BEGIN DATA TO USE
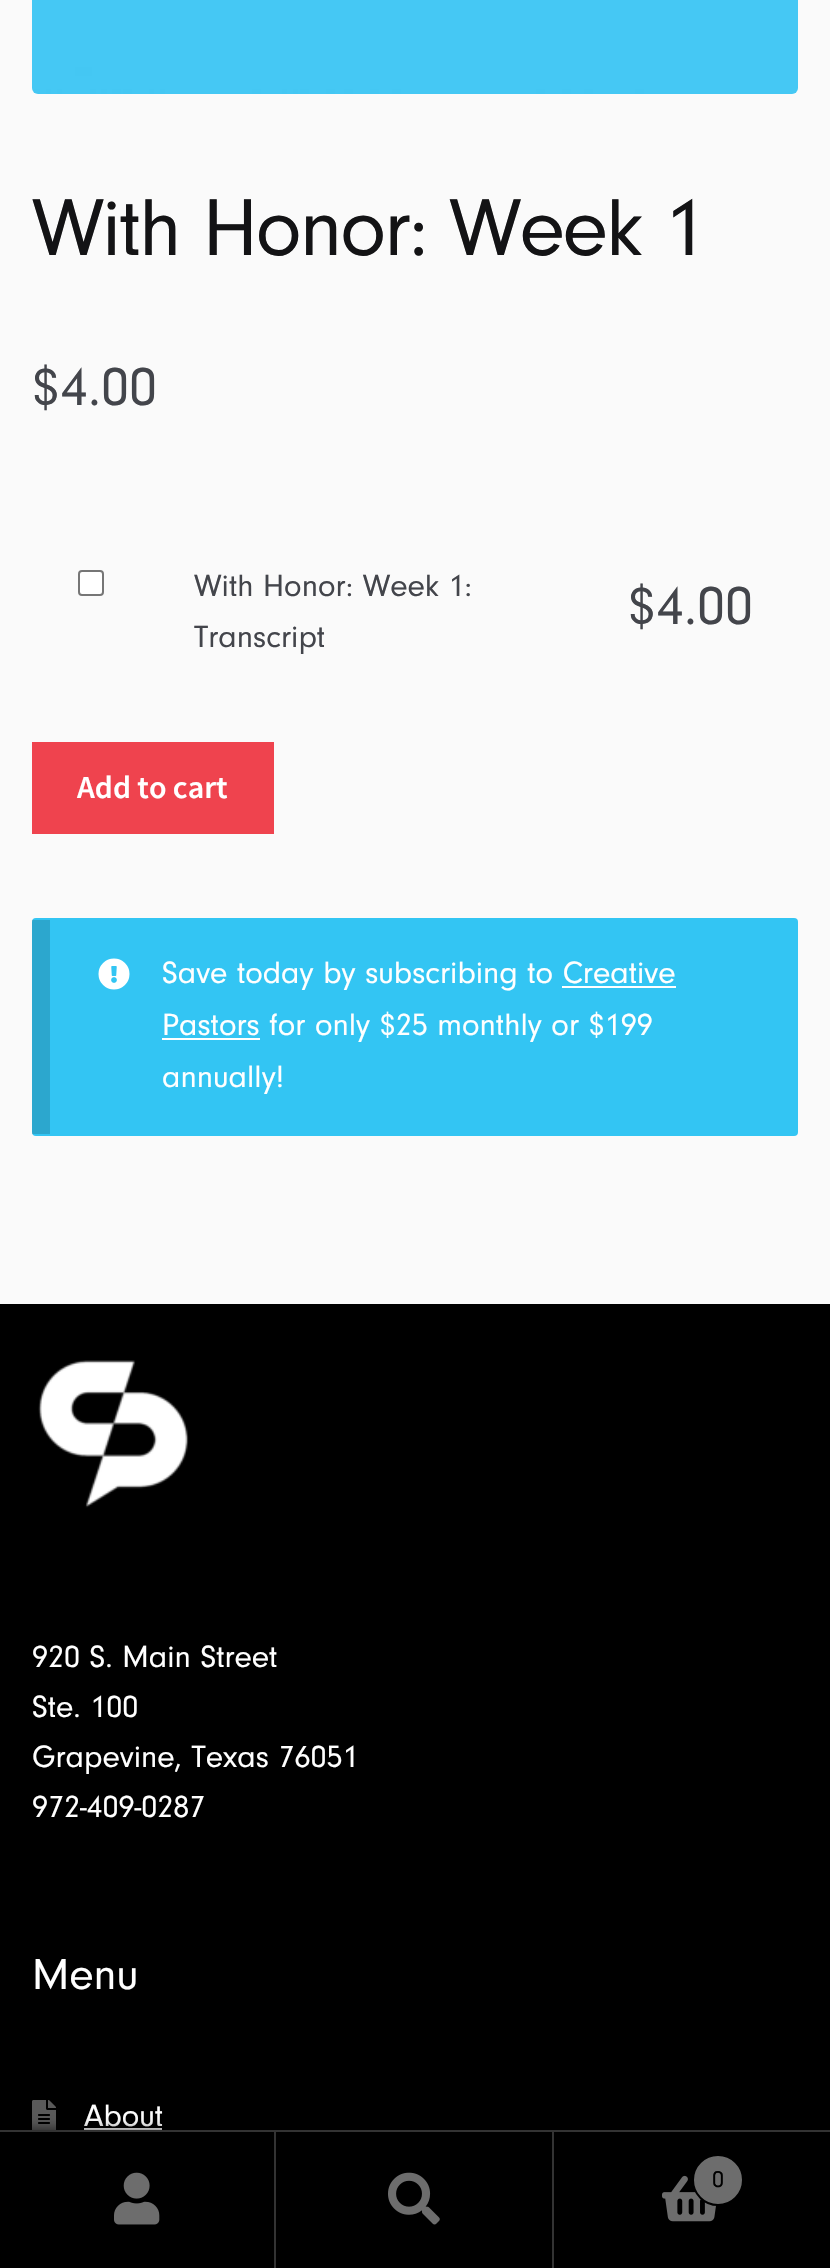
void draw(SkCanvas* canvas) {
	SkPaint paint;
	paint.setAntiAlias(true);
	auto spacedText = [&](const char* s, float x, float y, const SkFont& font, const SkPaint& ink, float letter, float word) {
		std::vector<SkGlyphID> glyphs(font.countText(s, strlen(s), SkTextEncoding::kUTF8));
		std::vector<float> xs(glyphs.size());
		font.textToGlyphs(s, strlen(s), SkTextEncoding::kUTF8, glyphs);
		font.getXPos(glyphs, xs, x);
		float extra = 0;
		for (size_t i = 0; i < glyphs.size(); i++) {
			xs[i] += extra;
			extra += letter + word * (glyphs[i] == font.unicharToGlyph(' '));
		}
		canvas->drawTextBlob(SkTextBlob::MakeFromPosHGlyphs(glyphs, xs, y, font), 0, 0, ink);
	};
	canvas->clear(0xfffafafa);
	canvas->drawImageRect(SkImages::DeferredFromEncodedData(SkData::MakeFromFileName("img1.png")), SkRect::MakeXYWH(32, 0, 766, 94), SkSamplingOptions());
	SkFont f1(fontMgr->matchFamilyStyle("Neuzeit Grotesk", SkFontStyle::Normal()), 83.75);
	f1.setSubpixel(true);
	paint.setColor(0xff131315);
	spacedText("With Honor: Week 1", 32, 255, f1, paint, -2, 0);
	SkFont f2(fontMgr->matchFamilyStyle("Neuzeit Grotesk", SkFontStyle::Normal()), 56);
	f2.setSubpixel(true);
	paint.setColor(0xff43454b);
	canvas->drawString("$4.00", 32, 405, f2, paint);
	paint.setColor(0xffffffff);
	canvas->drawRoundRect(SkRect::MakeXYWH(79, 571, 24, 24), 3, 3, paint);
	paint.setStroke(true);
	paint.setStrokeWidth(2);
	paint.setColor(0xff767676);
	canvas->drawRoundRect(SkRect::MakeXYWH(79, 571, 24, 24), 3, 3, paint);
	SkFont f3(fontMgr->matchFamilyStyle("Neuzeit Grotesk", SkFontStyle::Normal()), 32);
	f3.setSubpixel(true);
	paint.setStroke(false);
	paint.setColor(0xff43454b);
	canvas->drawString("With Honor: Week 1:", 194, 596, f3, paint);
	canvas->drawString("Transcript", 194, 647, f3, paint);
	canvas->drawString("$4.00", 628, 624, f2, paint);
	paint.setColor(0xffef434e);
	canvas->drawRect(SkRect::MakeXYWH(32, 742, 242, 92), paint);
	SkFont f4(fontMgr->matchFamilyStyle("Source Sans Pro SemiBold", SkFontStyle(600, SkFontStyle::kNormal_Width, SkFontStyle::kUpright_Slant)), 32);
	f4.setSubpixel(true);
	paint.setColor(0xffffffff);
	canvas->drawString("Add to cart", 77, 798, f4, paint);
	paint.setColor(0xff33c5f3);
	canvas->drawRoundRect(SkRect::MakeXYWH(32, 918, 766, 218), 4, 4, paint);
	paint.setColor(0x26000000);
	canvas->drawRect(SkRect::MakeXYWH(32, 920, 18, 214), paint);
	canvas->drawImageRect(SkImages::DeferredFromEncodedData(SkData::MakeFromFileName("img2.png")), SkRect::MakeXYWH(98, 958, 32, 32), SkSamplingOptions());
	paint.setColor(0xffffffff);
	canvas->drawString("Save today by subscribing to Creative", 162, 983, f3, paint);
	canvas->drawRect(SkRect::MakeXYWH(162, 1038, 98, 2), paint);
	canvas->drawString("Pastors for only $25 monthly or $199", 162, 1035, f3, paint);
	canvas->drawRect(SkRect::MakeXYWH(562, 986, 114, 2), paint);
	canvas->drawString("annually!", 162, 1087, f3, paint);
	paint.setColor(0xff000000);
	canvas->drawRect(SkRect::MakeXYWH(0, 1304, 830, 826), paint);
	canvas->drawImageRect(SkImages::DeferredFromEncodedData(SkData::MakeFromFileName("img3.png")), SkRect::MakeXYWH(38, 1360, 151, 148), SkSamplingOptions());
	paint.setColor(0xffffffff);
	canvas->drawString("920 S. Main Street", 32, 1667, f3, paint);
	canvas->drawString("Ste. 100", 32, 1717, f3, paint);
	canvas->drawString("Grapevine, Texas 76051", 32, 1767, f3, paint);
	canvas->drawString("972-409-0287", 32, 1817, f3, paint);
	SkFont f5(fontMgr->matchFamilyStyle("Neuzeit Grotesk", SkFontStyle::Normal()), 45);
	f5.setSubpixel(true);
	canvas->drawString("Menu", 32, 1989, f5, paint);
	canvas->drawImageRect(SkImages::DeferredFromEncodedData(SkData::MakeFromFileName("img4.png")), SkRect::MakeXYWH(32, 2100, 24, 30), SkSamplingOptions());
	canvas->drawString("About", 84, 2126, f3, paint);
	canvas->drawRect(SkRect::MakeXYWH(84, 2128, 78, 2), paint);
	paint.setColor(0xb3000000);
	paint.setMaskFilter(SkMaskFilter::MakeBlur(kNormal_SkBlurStyle, 6));
	canvas->drawRect(SkRect::MakeXYWH(0, 2130, 830, 138), paint);
	paint.setMaskFilter(nullptr);
	paint.setColor(0xff333333);
	canvas->drawRect(SkRect::MakeXYWH(0, 2130, 830, 2), paint);
	paint.setColor(0xff000000);
	canvas->drawRect(SkRect::MakeXYWH(0, 2132, 274, 136), paint);
	paint.setColor(0xff333333);
	canvas->drawRect(SkRect::MakeXYWH(274, 2132, 2, 136), paint);
	canvas->drawImageRect(SkImages::DeferredFromEncodedData(SkData::MakeFromFileName("img5.png")), SkRect::MakeXYWH(114, 2172, 46, 53), SkSamplingOptions());
	paint.setColor(0xff000000);
	canvas->drawRect(SkRect::MakeXYWH(276, 2132, 276, 136), paint);
	paint.setColor(0xff333333);
	canvas->drawRect(SkRect::MakeXYWH(552, 2132, 2, 136), paint);
	canvas->drawImageRect(SkImages::DeferredFromEncodedData(SkData::MakeFromFileName("img6.png")), SkRect::MakeXYWH(388, 2172, 52, 53), SkSamplingOptions());
	paint.setColor(0xff000000);
	canvas->drawRect(SkRect::MakeXYWH(554, 2132, 276, 136), paint);
	canvas->drawImageRect(SkImages::DeferredFromEncodedData(SkData::MakeFromFileName("img7.png")), SkRect::MakeXYWH(662, 2175, 55, 47), SkSamplingOptions());
	paint.setColor(0xff6d6d6d);
	canvas->drawCircle(718, 2180, 25, paint);
	paint.setStroke(true);
	paint.setColor(0xff000000);
	canvas->drawCircle(718, 2180, 25, paint);
	SkFont f6(fontMgr->matchFamilyStyle("Neuzeit Grotesk", SkFontStyle::Normal()), 24);
	f6.setSubpixel(true);
	paint.setStroke(false);
	canvas->drawString("0", 712, 2187, f6, paint);
}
END DATA TO USE
--- WHAT TO WORK ON ---
Check each line of the material above for the word "float", then state how many lines hold it. Only the number.

--- WRITTEN RESPONSE ---
3